Additional complications are introduced if the clubfoot deformity relapses,
especially if an initial tenotomy has been performed.
Relapse occurs in about 30% of cases, and usually after the patient has
become an active child and in some cases ready to enter school. The most
common deformities in relapse are supination, equinus and adductus.
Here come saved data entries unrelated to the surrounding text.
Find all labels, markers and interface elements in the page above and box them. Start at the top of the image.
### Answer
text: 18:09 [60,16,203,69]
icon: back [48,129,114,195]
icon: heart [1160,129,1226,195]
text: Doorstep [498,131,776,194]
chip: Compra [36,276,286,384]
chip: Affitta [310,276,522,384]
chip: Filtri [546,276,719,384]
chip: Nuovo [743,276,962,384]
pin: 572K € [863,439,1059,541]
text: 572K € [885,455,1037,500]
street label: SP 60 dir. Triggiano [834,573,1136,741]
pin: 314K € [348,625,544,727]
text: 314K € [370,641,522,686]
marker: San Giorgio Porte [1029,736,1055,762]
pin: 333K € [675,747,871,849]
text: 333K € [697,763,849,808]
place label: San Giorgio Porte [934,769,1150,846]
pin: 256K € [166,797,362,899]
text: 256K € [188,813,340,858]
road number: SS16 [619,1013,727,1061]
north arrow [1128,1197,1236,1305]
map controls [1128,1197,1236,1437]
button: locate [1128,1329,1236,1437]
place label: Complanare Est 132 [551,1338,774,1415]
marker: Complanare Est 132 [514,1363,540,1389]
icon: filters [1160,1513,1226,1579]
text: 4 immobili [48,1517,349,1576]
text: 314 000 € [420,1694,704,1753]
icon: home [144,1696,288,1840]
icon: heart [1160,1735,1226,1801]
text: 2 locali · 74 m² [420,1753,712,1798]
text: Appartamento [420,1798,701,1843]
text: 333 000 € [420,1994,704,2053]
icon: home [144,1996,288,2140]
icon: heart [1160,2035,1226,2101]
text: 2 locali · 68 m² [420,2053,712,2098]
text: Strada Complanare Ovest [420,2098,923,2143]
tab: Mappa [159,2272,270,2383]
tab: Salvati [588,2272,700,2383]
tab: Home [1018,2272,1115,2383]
The deforming force causing the supination is in part attributed to the
tibialis
posterior muscle. In the untreated club foot one of the major deforming forces
is the tibialis posterior and its lengthening is one of the principal steps
performed in a clubfoot release (10, 13, 31, 48). During stance, tibialis
posterior contracts as part of the intrinsic foot muscle control. The tibialis
posterior contracts specifically at initial contact with the ground causing a
supination torque. The peak action of the tibialis posterior is related to
subtalar deceleration and stability. It therefore presents as supination of
the
midfoot in stance and can contribute to an associated hindfoot varus. In swing
phase, the tibialis posterior does not normally contract, however if
overactive
it will act alongside the anterior tibial muscles, having the net effect of
both
supination and equinus during leg swing.
The equinus deformity in the recurrences is mostly attributed to the Achilles
tendon and its associated gastrosoleus. muscle complex. Here too, if the
complex is overactive, equinus will be seen both in the stance and swing
phases of gait as it normally fires in both.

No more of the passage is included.